Comment oublier Sankofa (1993), et le regard à la fois épique, humaniste et lyrique que portait le cinéaste éthiopien Hailé Gerima sur le drame de l’esclavage ? Il a fallu quatorze ans à Hailé Gerima pour réunir l’argent pour faire Teza (la rosée), qui raconte l’amertume de l’exil pour la génération des élites intellectuelles africaines des années soixante - soixante dix. Le film n’est pas encore sorti en Ethiopie.

Amberber fut un jeune homme ardent, élégant, ambitieux. Etudiant en médecine en Allemagne, dans les années soixante dix, il rêve d’un monde meilleur pour l’Ethiopie et y retourne pour exercer la médecine, prenant le risque de couper des liens personnels tissés en Allemagne. Mais là, c’est le drame, il est victime du régime de Mengistu, qui fait une traque impitoyable aux intellectuels passés par l’Europe. De retour en Allemagne, moralement brisé, il est victime du racisme et échoue finalement dans son village, le corps en lambeaux et le moral démoli, où il tente de retrouver le goût de la vie dans un pays qu’il a du mal à reconnaître. C’est près d’une jeune villageoise qu’il trouvera l’amour et le réconfort. Le film est construit sous la forme de flash-backs qui s’ancrent dans ces images de retour au pays natal, comme l’aurait dit Aimé Césaire, décédé l’an dernier, également à l’honneur à Amiens avec deux portraits réalisés par la cinéaste Sarah Maldoror (dont nous avons découvert un fort joli film, à suivre).
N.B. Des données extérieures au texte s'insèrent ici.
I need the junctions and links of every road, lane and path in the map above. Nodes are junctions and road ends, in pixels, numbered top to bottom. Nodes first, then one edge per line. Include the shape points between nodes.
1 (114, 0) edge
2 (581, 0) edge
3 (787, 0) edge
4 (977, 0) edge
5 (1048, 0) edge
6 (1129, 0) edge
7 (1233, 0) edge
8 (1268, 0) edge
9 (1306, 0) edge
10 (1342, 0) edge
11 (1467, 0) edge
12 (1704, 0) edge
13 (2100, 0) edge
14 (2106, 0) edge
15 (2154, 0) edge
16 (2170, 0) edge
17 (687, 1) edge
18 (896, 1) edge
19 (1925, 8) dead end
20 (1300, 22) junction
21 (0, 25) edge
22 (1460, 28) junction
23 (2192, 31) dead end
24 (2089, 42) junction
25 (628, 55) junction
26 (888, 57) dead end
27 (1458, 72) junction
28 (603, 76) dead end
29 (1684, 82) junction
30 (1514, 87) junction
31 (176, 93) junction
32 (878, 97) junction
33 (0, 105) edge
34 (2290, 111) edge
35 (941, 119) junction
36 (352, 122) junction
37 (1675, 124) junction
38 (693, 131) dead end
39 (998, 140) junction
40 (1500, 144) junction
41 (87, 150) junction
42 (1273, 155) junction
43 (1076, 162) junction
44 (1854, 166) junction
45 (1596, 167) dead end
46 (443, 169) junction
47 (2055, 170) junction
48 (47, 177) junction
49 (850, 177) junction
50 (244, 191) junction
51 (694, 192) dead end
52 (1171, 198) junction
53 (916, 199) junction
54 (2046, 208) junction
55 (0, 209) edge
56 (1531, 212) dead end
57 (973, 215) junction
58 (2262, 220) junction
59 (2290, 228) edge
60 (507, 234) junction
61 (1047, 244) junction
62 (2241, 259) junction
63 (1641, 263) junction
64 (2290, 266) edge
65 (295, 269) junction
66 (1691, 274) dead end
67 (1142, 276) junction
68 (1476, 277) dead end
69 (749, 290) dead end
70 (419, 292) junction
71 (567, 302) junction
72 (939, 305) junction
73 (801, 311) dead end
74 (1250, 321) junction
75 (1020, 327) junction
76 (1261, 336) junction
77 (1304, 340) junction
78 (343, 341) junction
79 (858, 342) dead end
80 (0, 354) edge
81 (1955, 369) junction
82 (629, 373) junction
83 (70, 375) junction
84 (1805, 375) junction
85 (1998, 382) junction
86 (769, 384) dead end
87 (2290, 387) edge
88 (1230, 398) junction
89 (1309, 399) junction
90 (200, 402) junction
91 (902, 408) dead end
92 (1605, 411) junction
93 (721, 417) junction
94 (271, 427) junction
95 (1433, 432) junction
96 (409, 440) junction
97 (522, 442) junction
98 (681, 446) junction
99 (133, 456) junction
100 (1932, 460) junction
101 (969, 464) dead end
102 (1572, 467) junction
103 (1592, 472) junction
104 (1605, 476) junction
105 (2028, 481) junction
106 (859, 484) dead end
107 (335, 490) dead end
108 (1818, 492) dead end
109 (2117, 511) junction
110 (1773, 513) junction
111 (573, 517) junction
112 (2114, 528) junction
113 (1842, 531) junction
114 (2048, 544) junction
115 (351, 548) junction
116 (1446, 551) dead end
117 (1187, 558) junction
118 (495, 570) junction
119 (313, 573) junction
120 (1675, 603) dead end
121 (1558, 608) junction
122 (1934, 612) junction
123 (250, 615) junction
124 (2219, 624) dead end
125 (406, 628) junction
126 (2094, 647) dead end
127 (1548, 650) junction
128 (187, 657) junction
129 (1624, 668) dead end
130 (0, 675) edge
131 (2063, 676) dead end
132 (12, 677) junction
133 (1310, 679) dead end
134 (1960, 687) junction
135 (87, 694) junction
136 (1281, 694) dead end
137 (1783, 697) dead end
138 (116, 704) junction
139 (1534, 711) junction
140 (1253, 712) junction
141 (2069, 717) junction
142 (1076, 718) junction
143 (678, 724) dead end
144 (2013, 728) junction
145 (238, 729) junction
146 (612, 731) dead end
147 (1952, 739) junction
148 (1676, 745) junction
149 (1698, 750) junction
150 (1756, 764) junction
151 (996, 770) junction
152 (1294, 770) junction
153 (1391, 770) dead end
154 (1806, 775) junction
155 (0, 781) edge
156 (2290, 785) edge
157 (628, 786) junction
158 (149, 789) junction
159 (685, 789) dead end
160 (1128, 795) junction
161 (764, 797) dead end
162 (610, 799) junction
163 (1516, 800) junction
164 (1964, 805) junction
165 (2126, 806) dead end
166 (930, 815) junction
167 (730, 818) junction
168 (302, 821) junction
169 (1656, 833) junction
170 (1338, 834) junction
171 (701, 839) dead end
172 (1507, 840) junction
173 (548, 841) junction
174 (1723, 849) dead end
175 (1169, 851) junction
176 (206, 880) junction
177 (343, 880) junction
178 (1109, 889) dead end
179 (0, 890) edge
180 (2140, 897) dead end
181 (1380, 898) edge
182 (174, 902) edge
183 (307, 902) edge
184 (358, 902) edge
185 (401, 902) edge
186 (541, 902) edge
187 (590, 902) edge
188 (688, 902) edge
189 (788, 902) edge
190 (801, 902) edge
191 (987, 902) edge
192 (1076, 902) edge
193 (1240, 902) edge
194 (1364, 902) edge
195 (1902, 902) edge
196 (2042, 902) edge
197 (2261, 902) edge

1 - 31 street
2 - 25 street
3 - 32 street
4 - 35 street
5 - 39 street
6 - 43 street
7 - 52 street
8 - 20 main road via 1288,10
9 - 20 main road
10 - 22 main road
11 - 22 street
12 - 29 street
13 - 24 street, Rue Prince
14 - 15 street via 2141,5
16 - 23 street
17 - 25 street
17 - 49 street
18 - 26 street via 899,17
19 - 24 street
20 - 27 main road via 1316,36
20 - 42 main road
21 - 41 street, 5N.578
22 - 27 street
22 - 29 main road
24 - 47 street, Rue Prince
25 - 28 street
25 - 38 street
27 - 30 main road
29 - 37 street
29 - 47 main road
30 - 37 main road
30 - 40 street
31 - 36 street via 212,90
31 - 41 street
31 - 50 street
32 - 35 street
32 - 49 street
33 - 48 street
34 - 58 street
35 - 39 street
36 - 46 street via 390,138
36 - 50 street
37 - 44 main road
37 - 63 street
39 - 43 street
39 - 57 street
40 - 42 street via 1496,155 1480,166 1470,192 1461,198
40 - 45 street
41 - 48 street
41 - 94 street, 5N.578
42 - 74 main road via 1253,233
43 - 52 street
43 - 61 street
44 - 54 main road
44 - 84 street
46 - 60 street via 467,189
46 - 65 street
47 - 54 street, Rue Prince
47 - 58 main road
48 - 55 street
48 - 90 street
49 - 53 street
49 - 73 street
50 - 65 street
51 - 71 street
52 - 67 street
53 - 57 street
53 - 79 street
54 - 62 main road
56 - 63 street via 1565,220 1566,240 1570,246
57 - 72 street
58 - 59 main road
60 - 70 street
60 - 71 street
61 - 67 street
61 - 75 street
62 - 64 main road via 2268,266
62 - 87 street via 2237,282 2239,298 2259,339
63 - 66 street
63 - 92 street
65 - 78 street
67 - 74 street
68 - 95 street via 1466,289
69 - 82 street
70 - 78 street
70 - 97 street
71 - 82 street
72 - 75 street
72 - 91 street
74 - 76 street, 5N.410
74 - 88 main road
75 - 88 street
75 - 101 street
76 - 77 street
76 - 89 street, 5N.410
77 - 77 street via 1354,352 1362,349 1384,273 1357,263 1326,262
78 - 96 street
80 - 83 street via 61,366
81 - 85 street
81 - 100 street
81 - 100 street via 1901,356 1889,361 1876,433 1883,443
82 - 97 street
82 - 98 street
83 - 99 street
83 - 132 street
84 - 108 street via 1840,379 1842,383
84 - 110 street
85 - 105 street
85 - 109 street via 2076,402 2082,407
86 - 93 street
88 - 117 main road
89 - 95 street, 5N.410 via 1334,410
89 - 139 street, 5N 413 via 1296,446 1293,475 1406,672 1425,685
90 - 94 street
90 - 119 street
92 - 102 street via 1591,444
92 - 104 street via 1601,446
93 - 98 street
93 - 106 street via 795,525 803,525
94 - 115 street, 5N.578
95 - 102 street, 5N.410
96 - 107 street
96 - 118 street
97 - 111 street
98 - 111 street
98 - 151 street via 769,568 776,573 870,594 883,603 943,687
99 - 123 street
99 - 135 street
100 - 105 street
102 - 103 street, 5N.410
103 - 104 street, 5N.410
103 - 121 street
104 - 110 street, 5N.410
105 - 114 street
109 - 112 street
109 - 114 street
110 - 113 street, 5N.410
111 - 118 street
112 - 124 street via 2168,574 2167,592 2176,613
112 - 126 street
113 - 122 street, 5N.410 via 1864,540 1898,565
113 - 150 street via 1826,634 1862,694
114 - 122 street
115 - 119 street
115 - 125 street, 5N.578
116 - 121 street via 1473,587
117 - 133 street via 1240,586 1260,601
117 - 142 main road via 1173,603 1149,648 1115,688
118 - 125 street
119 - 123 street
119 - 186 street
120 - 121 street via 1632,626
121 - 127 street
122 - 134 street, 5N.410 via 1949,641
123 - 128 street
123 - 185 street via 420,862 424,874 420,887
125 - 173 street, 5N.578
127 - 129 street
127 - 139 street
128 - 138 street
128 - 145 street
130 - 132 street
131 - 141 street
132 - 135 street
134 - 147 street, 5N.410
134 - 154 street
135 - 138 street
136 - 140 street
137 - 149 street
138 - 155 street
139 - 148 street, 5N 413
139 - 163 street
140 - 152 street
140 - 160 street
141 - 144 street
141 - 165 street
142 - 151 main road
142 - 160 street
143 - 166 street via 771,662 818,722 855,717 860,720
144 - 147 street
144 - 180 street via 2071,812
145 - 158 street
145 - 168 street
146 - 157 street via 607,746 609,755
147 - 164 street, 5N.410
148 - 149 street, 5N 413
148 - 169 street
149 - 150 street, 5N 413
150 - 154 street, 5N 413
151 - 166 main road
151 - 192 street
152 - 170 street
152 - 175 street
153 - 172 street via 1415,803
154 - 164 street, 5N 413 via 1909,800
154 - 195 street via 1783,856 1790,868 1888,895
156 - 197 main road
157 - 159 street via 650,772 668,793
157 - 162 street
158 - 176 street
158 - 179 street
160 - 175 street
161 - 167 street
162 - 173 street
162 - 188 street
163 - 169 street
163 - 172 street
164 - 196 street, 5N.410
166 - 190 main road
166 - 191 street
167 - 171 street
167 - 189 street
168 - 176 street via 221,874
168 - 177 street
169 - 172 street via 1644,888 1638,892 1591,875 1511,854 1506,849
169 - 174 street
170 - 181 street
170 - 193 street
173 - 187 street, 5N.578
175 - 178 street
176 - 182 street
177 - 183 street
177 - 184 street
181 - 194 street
Le réalisateur de Sankofa n’a pas perdu son souffle lyrique et nous plonge une fois de plus dans l’âme de ses personnages. Ce héros douloureux et fragile, magnifiquement interprété par Aaron Aféré nous fait entrer dans ce drame personnel qui recouvre celui de toute une génération d’intellectuels. Pour ces élites sabordées, il a fallu choisir entre l’exil et l’abandon des racines ou le retour dans des pays où les gouvernements se sont acharnés à les briser, soit par la corruption, soit par le harcèlement politique, comme le film le montre avec une évidente cruauté.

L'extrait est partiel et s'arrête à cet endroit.